Evelyn was puzzled by the disappointment in his voice. “Isn’t that what any parent would do?”

“What about Nansusequa ways?”

“We would teach them those, too. It goes without saying,” Evelyn assured him.

“Nansusequa and white and Shoshone,” Dega said.

“Yes.”

“All three.”

“Doesn’t that make sense?”

Until his talk with his mother, Dega would have agreed it made perfect sense. Now he harbored doubts. “Then they not be Nansusequa.”

“What are you talking about? If you teach your children your ways, they will be as Nansusequa as you are.”

“No. They be white and Shoshone, too. Only be Nansusequa if they only learn Nansusequa.”

Evelyn was trying to comprehend his insistence. “I was raised white and Shoshone, and look at me.”

“You mostly white.”

“Not entirely,” Evelyn objected, even though he was right. She’d never taken to the Shoshone way of life as fully as her brother. Not that she had anything against them. She had just always favored her father’s side of the family, not just in looks. She liked to eat white food and to wear white clothes and she had loved town and city life. How strange, then, that she was in love with someone who wasn’t white.

“I need children be Nansusequa,” Dega said. “Only Nansusequa. Not white. Not Shoshone.”

“Oh,” Evelyn said, deeply disturbed. “When did you come to that conclusion?” This was the first she had heard of it.

As they talked, the valley darkened with the onset of night. In the distance carnivores made their presence known.

“The day before this one. What it be called again?”

“Yesterday.”

“Yes. Yesterday,” Dega said, bobbing his chin.

“What brought it on? Why is it suddenly so important to you that your children be raised Nansusequa and only Nansusequa?”

Dega helped himself to a carrot and bit off the end. He chewed slowly, the crunch loud in his ears. “Important not just me. Important for people.”

“But you five are the last Nansusequas left,” Evelyn brought up. “You
are
your people.”

“Want more of us,” Dega explained. “Want many Nansusequa. Like before white men attacked village.”

“You aim to rebuild your tribe?” Evelyn was appalled
that he was bringing this up now, of all times. She reached over and placed her hand on his. “We can talk more about this when we get back.”

“Now,” Dega said.

“Why is it so blamed important?” Evelyn was growing annoyed. All the trouble she had gone to, and he threw this into her lap. “You and me wouldn’t have kids for a good many years.”

“Must find out now.”

“Why, consarn it?”

“So have right woman.”

His reply was akin to a physical blow to Evelyn’s gut.

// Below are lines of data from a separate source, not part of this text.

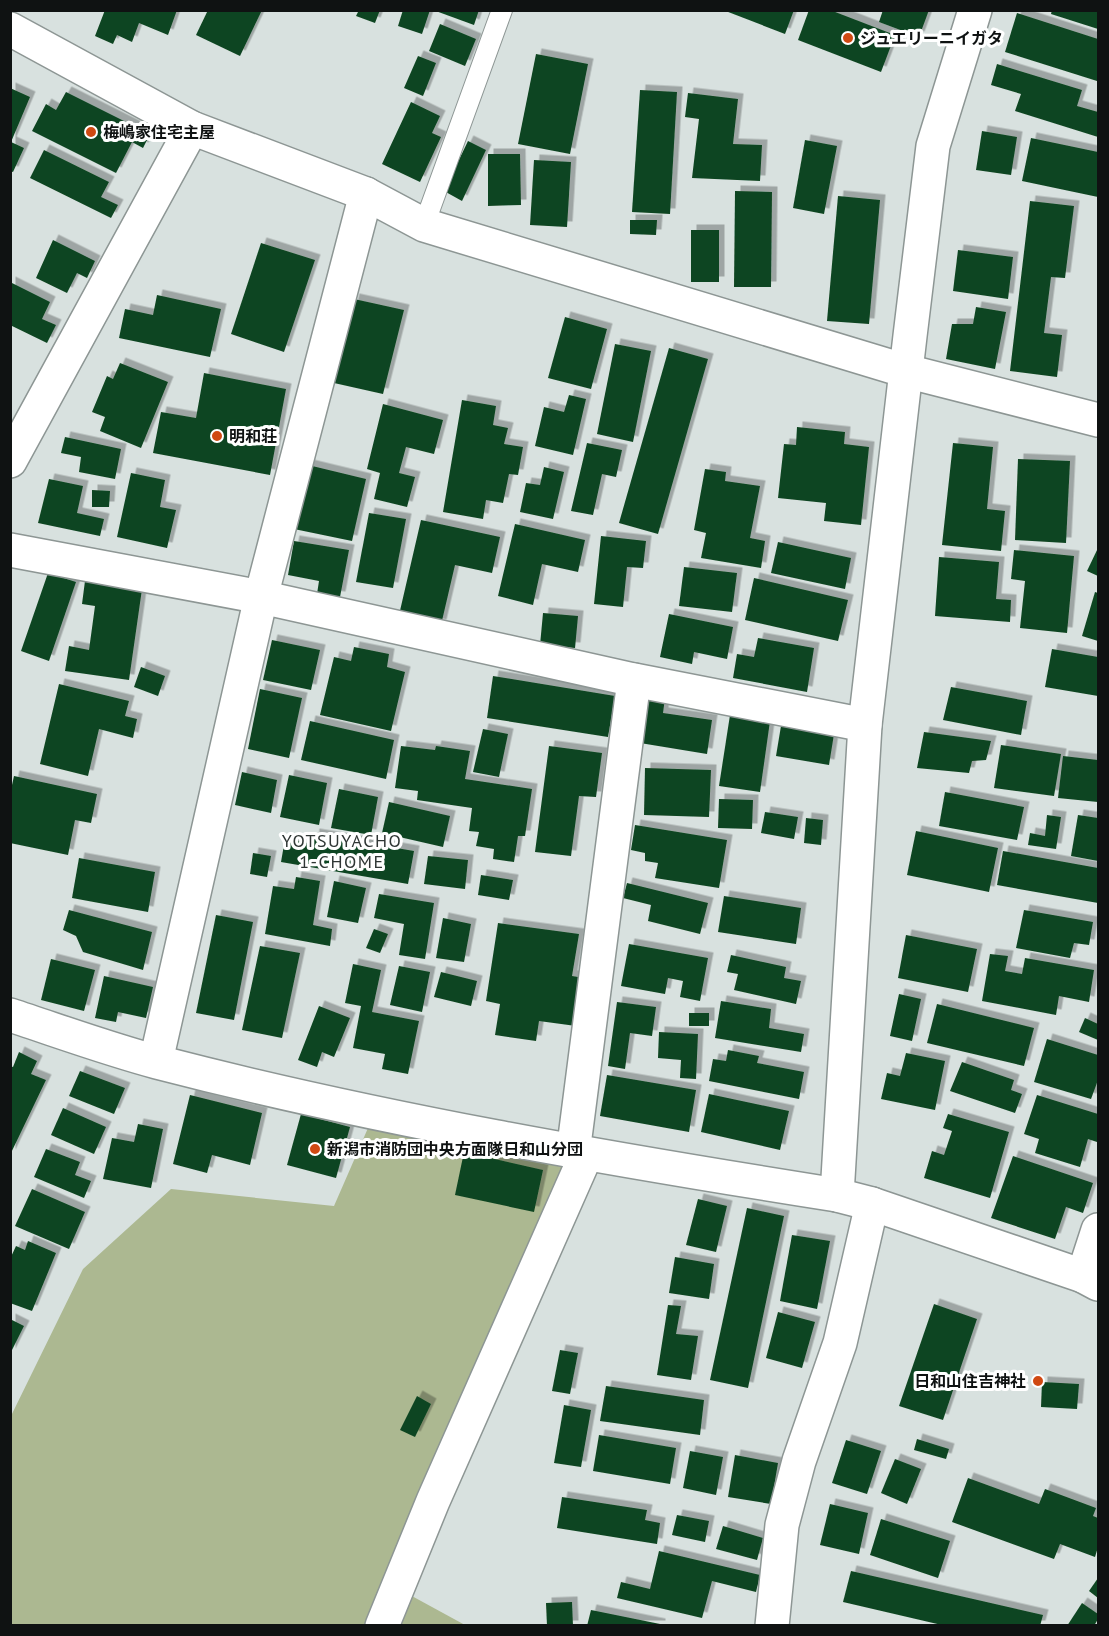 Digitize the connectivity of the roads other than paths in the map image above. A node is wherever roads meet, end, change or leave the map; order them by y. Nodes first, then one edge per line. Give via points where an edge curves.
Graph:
1 (502, 10) edge
2 (975, 10) edge
3 (10, 29) edge
4 (192, 128) junction
5 (366, 194) junction
6 (424, 225) junction
7 (906, 371) junction
8 (1098, 420) edge
9 (10, 461) edge
10 (10, 550) edge
11 (261, 597) junction
12 (633, 680) junction
13 (865, 725) junction
14 (10, 1015) edge
15 (156, 1061) junction
16 (579, 1154) junction
17 (837, 1195) junction
18 (872, 1204) junction
19 (1098, 1230) edge
20 (1090, 1280) edge
21 (382, 1626) edge
22 (772, 1626) edge

1 - 6 lane
2 - 7 street via 933,146
3 - 4 street
4 - 5 street
4 - 9 street
5 - 6 street
5 - 11 street
6 - 7 street
7 - 8 street
7 - 13 street
10 - 11 street
11 - 12 street
11 - 15 street
12 - 13 street
12 - 16 street
13 - 17 street
14 - 15 street
15 - 16 street
16 - 17 street
16 - 21 street
17 - 18 street
18 - 20 street
18 - 22 street via 840,1343 798,1461 782,1525
19 - 20 street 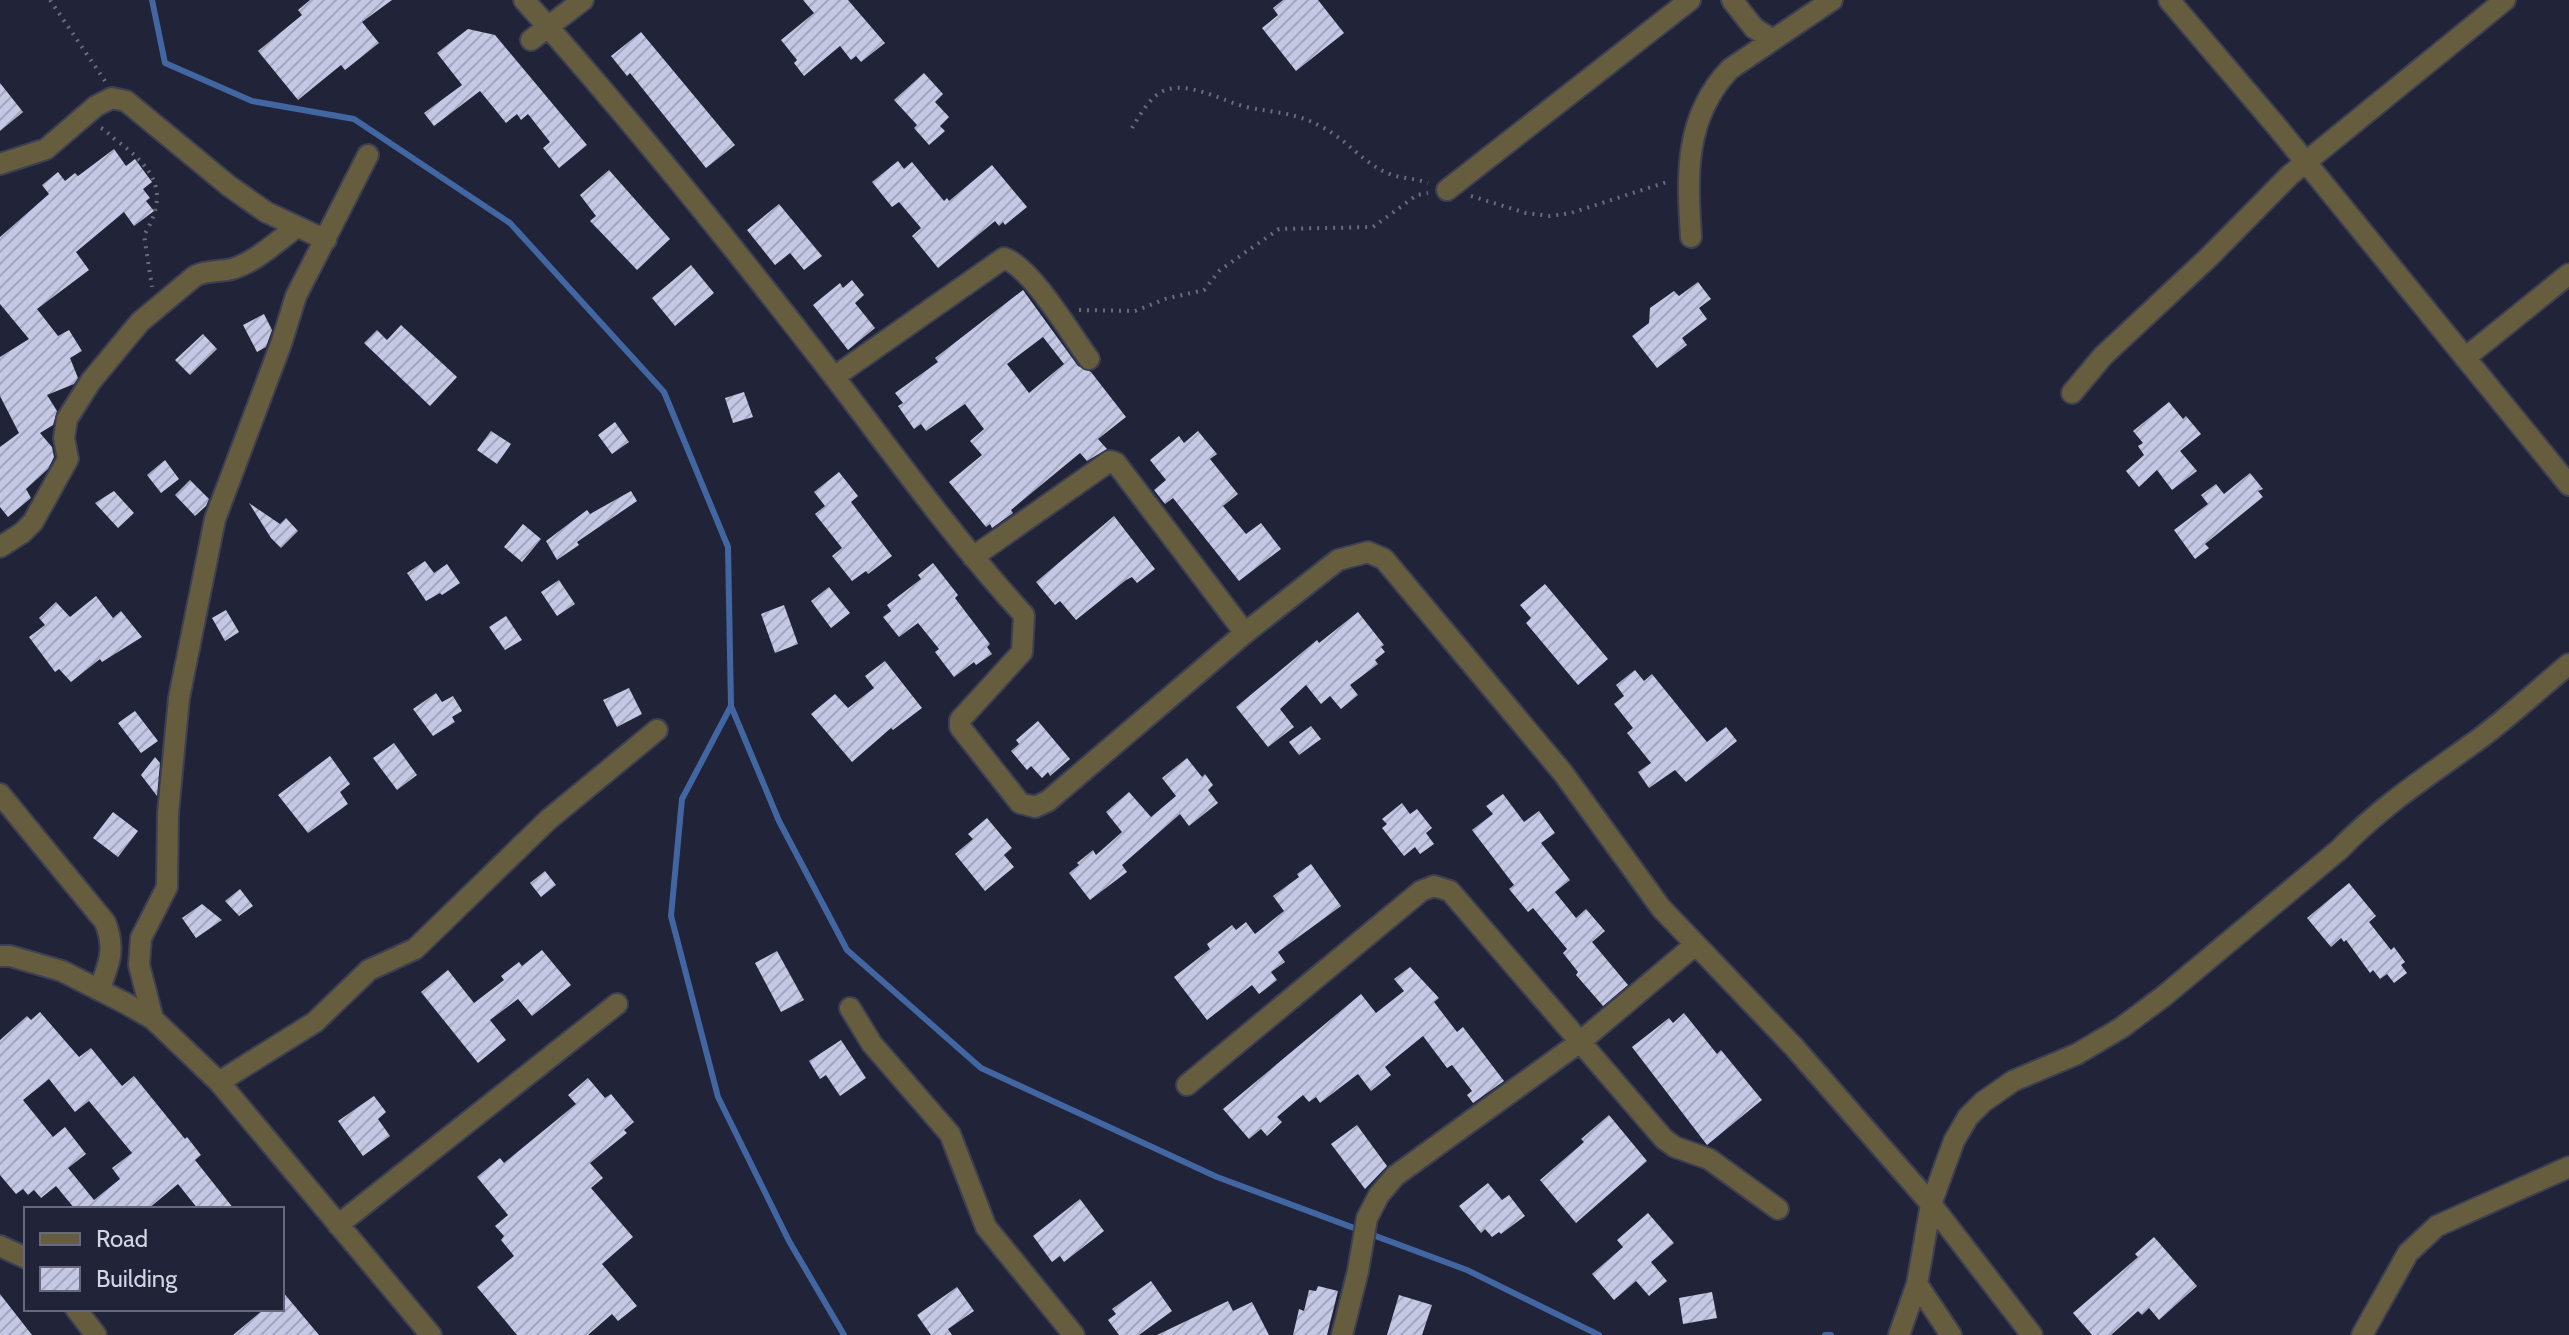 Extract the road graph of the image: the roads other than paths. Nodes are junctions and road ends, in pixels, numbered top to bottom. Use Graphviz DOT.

He was saying she might not be right for him. “Let me be sure I savvy. You’re saying that any children of yours have to be raised as Nansusequa and nothing but Nansusequa?”

“Yes,” Dega confirmed, happy that he had gotten his point across.

“And you don’t give a hoot about the wife’s feelings? She can go to Hades for all you care?”

Dega was worried; she sounded mad. He remembered that “hoot” was the sound an owl made. How that applied in this instance was a mystery. So was “Hades.” Shakespeare McNair had used that word once or twice and he recalled it had something to do with people who lived deep underground. So if he understood Evelyn, she was saying he was not sounding like an owl and he wanted his wife to live under the earth.

“You’re not being reasonable,” Evelyn said. “If a person is half-and-half and she has a baby, there is nothing wrong with her wanting to raise it whichever half she’d like.”

“You want raise baby white and Nansusequa?”

“That’s fairest.”

Dega was torn between his mother’s appeal and Evelyn’s logic. Both had merit. But his mother had touched him deeply with her desire to see their tribe reborn. The Nansusequa could rise again—only if he and his sisters stood firm in how their children were to be reared. Suddenly standing, he declared, “I must think.” The hurt that came into Evelyn’s eyes made his gut tighten. She was upset and he couldn’t blame her. Wheeling, he crossed to the forest. Clenching his fists in anger at how their outing had been spoiled, he realized he had left his lance by the fire.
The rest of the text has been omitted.